»»
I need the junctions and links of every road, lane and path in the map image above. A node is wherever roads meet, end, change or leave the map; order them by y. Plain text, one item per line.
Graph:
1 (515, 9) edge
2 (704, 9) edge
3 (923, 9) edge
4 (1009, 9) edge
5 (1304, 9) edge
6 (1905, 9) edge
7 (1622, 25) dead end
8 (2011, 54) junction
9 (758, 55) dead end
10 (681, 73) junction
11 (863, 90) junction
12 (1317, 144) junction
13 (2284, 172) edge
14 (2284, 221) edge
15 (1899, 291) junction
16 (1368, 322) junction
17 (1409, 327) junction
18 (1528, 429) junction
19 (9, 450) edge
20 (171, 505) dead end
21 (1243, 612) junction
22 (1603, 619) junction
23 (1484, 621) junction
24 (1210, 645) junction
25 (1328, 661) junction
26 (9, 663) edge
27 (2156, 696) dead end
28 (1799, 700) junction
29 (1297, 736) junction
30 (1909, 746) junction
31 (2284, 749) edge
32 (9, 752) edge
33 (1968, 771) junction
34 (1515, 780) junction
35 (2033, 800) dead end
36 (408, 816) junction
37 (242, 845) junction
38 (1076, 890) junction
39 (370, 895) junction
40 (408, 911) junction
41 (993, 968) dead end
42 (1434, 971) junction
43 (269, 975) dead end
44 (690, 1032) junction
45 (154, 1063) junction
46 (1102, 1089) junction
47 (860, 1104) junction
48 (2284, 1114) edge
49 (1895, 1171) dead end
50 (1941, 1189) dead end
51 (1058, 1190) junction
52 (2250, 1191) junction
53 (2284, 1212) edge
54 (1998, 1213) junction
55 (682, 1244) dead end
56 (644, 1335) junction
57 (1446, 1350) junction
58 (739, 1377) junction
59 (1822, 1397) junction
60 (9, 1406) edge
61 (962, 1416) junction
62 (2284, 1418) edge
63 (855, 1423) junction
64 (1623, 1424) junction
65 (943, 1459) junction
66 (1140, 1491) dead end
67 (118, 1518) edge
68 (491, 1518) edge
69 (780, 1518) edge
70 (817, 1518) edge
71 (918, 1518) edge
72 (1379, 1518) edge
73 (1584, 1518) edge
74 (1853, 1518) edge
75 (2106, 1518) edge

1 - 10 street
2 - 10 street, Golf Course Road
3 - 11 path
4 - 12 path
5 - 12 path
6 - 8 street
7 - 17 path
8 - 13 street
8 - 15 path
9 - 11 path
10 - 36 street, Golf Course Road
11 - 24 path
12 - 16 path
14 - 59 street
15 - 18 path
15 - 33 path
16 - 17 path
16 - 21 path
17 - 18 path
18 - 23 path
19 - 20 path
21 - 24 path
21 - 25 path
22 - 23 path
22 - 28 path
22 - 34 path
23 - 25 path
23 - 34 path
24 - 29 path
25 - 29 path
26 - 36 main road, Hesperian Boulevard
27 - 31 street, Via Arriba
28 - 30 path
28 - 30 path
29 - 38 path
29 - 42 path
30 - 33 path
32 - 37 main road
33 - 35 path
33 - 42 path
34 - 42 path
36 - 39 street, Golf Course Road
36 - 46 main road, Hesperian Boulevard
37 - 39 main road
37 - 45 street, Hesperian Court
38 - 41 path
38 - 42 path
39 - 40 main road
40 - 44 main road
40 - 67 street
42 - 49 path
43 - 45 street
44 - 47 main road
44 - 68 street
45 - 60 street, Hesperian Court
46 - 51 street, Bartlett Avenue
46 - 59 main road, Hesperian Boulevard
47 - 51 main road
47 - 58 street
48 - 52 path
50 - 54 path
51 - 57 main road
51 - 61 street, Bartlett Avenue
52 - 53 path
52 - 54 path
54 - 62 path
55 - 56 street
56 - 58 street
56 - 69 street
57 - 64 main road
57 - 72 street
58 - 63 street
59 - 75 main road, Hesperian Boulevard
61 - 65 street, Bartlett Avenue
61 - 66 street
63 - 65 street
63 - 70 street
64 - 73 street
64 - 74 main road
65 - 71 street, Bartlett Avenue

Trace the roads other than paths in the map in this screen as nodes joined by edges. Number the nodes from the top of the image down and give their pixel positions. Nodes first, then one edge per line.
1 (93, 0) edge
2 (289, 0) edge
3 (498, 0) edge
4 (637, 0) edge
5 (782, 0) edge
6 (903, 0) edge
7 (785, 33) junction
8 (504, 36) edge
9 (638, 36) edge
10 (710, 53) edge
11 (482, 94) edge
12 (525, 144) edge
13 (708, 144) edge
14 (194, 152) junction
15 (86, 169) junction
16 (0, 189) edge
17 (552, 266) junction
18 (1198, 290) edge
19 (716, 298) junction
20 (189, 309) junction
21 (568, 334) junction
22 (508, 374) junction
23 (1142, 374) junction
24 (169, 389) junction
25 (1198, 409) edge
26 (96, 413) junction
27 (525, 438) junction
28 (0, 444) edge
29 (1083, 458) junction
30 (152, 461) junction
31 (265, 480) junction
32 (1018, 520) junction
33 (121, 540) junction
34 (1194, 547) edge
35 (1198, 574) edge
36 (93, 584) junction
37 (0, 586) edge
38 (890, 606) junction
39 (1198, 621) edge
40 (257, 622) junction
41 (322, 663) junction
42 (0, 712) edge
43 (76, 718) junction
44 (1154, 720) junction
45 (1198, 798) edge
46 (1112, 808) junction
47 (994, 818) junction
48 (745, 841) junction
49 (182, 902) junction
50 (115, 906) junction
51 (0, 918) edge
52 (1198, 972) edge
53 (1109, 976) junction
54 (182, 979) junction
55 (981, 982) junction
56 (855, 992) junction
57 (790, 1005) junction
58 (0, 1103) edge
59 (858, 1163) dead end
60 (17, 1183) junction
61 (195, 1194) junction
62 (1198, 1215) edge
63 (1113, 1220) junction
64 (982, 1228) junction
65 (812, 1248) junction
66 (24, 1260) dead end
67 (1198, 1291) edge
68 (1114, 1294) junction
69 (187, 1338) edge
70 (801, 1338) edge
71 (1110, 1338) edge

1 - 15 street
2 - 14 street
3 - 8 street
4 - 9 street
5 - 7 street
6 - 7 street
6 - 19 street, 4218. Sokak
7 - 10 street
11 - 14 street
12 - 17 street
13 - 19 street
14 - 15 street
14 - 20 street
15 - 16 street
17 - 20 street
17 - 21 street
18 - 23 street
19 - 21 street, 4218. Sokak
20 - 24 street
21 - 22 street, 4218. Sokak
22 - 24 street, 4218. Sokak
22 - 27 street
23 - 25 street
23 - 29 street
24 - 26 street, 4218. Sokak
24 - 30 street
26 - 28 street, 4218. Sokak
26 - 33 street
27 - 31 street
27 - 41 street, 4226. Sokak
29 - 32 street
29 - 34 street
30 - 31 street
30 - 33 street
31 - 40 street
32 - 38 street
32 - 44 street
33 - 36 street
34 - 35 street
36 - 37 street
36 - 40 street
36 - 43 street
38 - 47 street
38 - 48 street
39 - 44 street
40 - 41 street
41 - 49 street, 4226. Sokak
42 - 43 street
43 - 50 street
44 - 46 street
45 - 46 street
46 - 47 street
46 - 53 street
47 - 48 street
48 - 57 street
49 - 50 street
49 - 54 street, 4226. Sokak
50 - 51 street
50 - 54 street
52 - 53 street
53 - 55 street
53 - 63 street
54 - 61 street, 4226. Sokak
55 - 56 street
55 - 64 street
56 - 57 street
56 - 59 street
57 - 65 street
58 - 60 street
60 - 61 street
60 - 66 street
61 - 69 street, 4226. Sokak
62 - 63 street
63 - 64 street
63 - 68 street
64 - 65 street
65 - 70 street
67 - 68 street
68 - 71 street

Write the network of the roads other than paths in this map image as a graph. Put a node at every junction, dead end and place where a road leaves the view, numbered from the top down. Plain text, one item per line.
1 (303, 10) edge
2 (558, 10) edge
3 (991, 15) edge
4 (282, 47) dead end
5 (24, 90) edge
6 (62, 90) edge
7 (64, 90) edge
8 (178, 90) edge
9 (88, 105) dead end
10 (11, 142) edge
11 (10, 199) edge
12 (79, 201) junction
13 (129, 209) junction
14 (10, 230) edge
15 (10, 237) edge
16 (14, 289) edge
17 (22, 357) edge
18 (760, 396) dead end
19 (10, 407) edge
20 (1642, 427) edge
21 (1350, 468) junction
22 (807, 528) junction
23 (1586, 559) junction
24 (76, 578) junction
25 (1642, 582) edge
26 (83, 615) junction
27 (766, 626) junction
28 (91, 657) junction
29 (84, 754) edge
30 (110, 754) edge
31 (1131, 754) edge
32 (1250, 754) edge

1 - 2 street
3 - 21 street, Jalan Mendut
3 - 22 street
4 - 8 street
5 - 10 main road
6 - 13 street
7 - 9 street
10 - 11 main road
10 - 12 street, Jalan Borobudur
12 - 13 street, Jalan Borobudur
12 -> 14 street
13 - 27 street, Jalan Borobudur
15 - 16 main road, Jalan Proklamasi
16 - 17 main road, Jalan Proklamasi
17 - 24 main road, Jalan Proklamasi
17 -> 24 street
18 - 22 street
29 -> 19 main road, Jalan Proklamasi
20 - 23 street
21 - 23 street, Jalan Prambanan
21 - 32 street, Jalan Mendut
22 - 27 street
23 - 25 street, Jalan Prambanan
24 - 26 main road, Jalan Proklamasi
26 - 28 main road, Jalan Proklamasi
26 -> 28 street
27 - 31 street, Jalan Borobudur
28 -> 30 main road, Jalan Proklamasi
««
:: PROBLEM STATEMENT ::
Copy each line of the listing in which the word "than" can be found.

:: RESULT FOR THIS TASK ::
Trace the roads other than paths in the map in this screen as nodes joined by edges. Number the nodes from the top of the image down and give their pixel positions. Nodes first, then one edge per line.
Write the network of the roads other than paths in this map image as a graph. Put a node at every junction, dead end and place where a road leaves the view, numbered from the top down. Plain text, one item per line.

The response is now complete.